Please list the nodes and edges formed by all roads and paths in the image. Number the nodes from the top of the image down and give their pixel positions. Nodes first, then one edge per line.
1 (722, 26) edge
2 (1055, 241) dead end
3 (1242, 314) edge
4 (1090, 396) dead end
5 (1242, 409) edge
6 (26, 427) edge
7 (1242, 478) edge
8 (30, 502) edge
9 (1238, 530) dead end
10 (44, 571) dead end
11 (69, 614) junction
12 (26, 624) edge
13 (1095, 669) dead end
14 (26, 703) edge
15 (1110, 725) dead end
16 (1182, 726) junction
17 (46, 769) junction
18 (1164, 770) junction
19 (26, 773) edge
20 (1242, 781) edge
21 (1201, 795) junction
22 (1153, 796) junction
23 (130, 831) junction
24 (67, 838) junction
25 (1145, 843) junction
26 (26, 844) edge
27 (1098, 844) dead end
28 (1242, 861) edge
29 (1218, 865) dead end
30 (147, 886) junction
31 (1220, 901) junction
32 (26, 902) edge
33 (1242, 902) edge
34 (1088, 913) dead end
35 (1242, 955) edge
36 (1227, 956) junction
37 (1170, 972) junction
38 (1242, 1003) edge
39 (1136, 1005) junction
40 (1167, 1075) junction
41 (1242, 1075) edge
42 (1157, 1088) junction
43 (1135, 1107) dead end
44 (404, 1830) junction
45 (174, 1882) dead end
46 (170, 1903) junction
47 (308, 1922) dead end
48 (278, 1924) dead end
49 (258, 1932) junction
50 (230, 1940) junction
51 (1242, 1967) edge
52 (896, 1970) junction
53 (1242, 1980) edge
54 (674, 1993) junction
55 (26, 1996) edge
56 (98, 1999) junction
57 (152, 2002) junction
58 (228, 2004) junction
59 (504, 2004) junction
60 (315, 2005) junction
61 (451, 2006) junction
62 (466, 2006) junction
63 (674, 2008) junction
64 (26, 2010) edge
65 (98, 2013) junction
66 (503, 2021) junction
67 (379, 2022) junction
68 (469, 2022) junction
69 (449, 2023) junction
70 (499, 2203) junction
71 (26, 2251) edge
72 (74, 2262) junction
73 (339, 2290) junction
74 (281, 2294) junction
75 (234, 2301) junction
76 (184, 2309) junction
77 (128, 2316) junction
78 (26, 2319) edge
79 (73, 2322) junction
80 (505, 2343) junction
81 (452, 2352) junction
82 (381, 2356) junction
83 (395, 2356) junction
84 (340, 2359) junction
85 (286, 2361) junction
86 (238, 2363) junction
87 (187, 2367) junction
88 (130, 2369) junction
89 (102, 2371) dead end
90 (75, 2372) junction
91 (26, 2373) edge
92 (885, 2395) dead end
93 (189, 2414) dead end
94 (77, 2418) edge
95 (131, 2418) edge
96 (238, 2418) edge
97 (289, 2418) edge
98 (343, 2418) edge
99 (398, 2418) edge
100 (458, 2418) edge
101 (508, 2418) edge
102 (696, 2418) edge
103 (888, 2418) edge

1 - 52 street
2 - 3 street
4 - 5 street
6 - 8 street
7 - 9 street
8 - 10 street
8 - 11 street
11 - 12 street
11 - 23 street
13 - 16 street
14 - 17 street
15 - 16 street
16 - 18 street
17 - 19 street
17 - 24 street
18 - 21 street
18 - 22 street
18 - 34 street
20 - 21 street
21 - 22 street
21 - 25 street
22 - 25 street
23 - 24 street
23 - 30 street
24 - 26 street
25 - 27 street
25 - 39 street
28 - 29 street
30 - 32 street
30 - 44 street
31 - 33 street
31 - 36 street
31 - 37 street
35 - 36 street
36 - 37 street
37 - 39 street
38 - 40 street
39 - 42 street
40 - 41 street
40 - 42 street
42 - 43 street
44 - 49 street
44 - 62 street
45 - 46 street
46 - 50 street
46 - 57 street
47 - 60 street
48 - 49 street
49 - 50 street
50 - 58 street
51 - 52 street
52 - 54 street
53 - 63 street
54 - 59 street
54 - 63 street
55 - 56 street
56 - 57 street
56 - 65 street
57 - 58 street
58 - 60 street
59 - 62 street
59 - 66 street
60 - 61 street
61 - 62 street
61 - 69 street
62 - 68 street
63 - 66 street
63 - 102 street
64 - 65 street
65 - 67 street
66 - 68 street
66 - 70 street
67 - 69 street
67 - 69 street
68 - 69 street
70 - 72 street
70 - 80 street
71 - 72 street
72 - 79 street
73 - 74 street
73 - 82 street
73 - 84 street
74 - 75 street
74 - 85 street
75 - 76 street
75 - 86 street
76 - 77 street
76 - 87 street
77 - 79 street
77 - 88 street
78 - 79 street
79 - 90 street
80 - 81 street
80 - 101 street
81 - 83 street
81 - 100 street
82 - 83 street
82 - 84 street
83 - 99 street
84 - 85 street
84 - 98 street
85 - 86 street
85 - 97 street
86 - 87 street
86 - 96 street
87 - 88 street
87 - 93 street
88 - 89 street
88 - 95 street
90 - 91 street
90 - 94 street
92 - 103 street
********
PROBLEM DESCRIPTION
Each line shown above needs to be transcribed exactly.

RESULT FOR THIS TASK
Please list the nodes and edges formed by all roads and paths in the image. Number the nodes from the top of the image down and give their pixel positions. Nodes first, then one edge per line.
1 (722, 26) edge
2 (1055, 241) dead end
3 (1242, 314) edge
4 (1090, 396) dead end
5 (1242, 409) edge
6 (26, 427) edge
7 (1242, 478) edge
8 (30, 502) edge
9 (1238, 530) dead end
10 (44, 571) dead end
11 (69, 614) junction
12 (26, 624) edge
13 (1095, 669) dead end
14 (26, 703) edge
15 (1110, 725) dead end
16 (1182, 726) junction
17 (46, 769) junction
18 (1164, 770) junction
19 (26, 773) edge
20 (1242, 781) edge
21 (1201, 795) junction
22 (1153, 796) junction
23 (130, 831) junction
24 (67, 838) junction
25 (1145, 843) junction
26 (26, 844) edge
27 (1098, 844) dead end
28 (1242, 861) edge
29 (1218, 865) dead end
30 (147, 886) junction
31 (1220, 901) junction
32 (26, 902) edge
33 (1242, 902) edge
34 (1088, 913) dead end
35 (1242, 955) edge
36 (1227, 956) junction
37 (1170, 972) junction
38 (1242, 1003) edge
39 (1136, 1005) junction
40 (1167, 1075) junction
41 (1242, 1075) edge
42 (1157, 1088) junction
43 (1135, 1107) dead end
44 (404, 1830) junction
45 (174, 1882) dead end
46 (170, 1903) junction
47 (308, 1922) dead end
48 (278, 1924) dead end
49 (258, 1932) junction
50 (230, 1940) junction
51 (1242, 1967) edge
52 (896, 1970) junction
53 (1242, 1980) edge
54 (674, 1993) junction
55 (26, 1996) edge
56 (98, 1999) junction
57 (152, 2002) junction
58 (228, 2004) junction
59 (504, 2004) junction
60 (315, 2005) junction
61 (451, 2006) junction
62 (466, 2006) junction
63 (674, 2008) junction
64 (26, 2010) edge
65 (98, 2013) junction
66 (503, 2021) junction
67 (379, 2022) junction
68 (469, 2022) junction
69 (449, 2023) junction
70 (499, 2203) junction
71 (26, 2251) edge
72 (74, 2262) junction
73 (339, 2290) junction
74 (281, 2294) junction
75 (234, 2301) junction
76 (184, 2309) junction
77 (128, 2316) junction
78 (26, 2319) edge
79 (73, 2322) junction
80 (505, 2343) junction
81 (452, 2352) junction
82 (381, 2356) junction
83 (395, 2356) junction
84 (340, 2359) junction
85 (286, 2361) junction
86 (238, 2363) junction
87 (187, 2367) junction
88 (130, 2369) junction
89 (102, 2371) dead end
90 (75, 2372) junction
91 (26, 2373) edge
92 (885, 2395) dead end
93 (189, 2414) dead end
94 (77, 2418) edge
95 (131, 2418) edge
96 (238, 2418) edge
97 (289, 2418) edge
98 (343, 2418) edge
99 (398, 2418) edge
100 (458, 2418) edge
101 (508, 2418) edge
102 (696, 2418) edge
103 (888, 2418) edge

1 - 52 street
2 - 3 street
4 - 5 street
6 - 8 street
7 - 9 street
8 - 10 street
8 - 11 street
11 - 12 street
11 - 23 street
13 - 16 street
14 - 17 street
15 - 16 street
16 - 18 street
17 - 19 street
17 - 24 street
18 - 21 street
18 - 22 street
18 - 34 street
20 - 21 street
21 - 22 street
21 - 25 street
22 - 25 street
23 - 24 street
23 - 30 street
24 - 26 street
25 - 27 street
25 - 39 street
28 - 29 street
30 - 32 street
30 - 44 street
31 - 33 street
31 - 36 street
31 - 37 street
35 - 36 street
36 - 37 street
37 - 39 street
38 - 40 street
39 - 42 street
40 - 41 street
40 - 42 street
42 - 43 street
44 - 49 street
44 - 62 street
45 - 46 street
46 - 50 street
46 - 57 street
47 - 60 street
48 - 49 street
49 - 50 street
50 - 58 street
51 - 52 street
52 - 54 street
53 - 63 street
54 - 59 street
54 - 63 street
55 - 56 street
56 - 57 street
56 - 65 street
57 - 58 street
58 - 60 street
59 - 62 street
59 - 66 street
60 - 61 street
61 - 62 street
61 - 69 street
62 - 68 street
63 - 66 street
63 - 102 street
64 - 65 street
65 - 67 street
66 - 68 street
66 - 70 street
67 - 69 street
67 - 69 street
68 - 69 street
70 - 72 street
70 - 80 street
71 - 72 street
72 - 79 street
73 - 74 street
73 - 82 street
73 - 84 street
74 - 75 street
74 - 85 street
75 - 76 street
75 - 86 street
76 - 77 street
76 - 87 street
77 - 79 street
77 - 88 street
78 - 79 street
79 - 90 street
80 - 81 street
80 - 101 street
81 - 83 street
81 - 100 street
82 - 83 street
82 - 84 street
83 - 99 street
84 - 85 street
84 - 98 street
85 - 86 street
85 - 97 street
86 - 87 street
86 - 96 street
87 - 88 street
87 - 93 street
88 - 89 street
88 - 95 street
90 - 91 street
90 - 94 street
92 - 103 street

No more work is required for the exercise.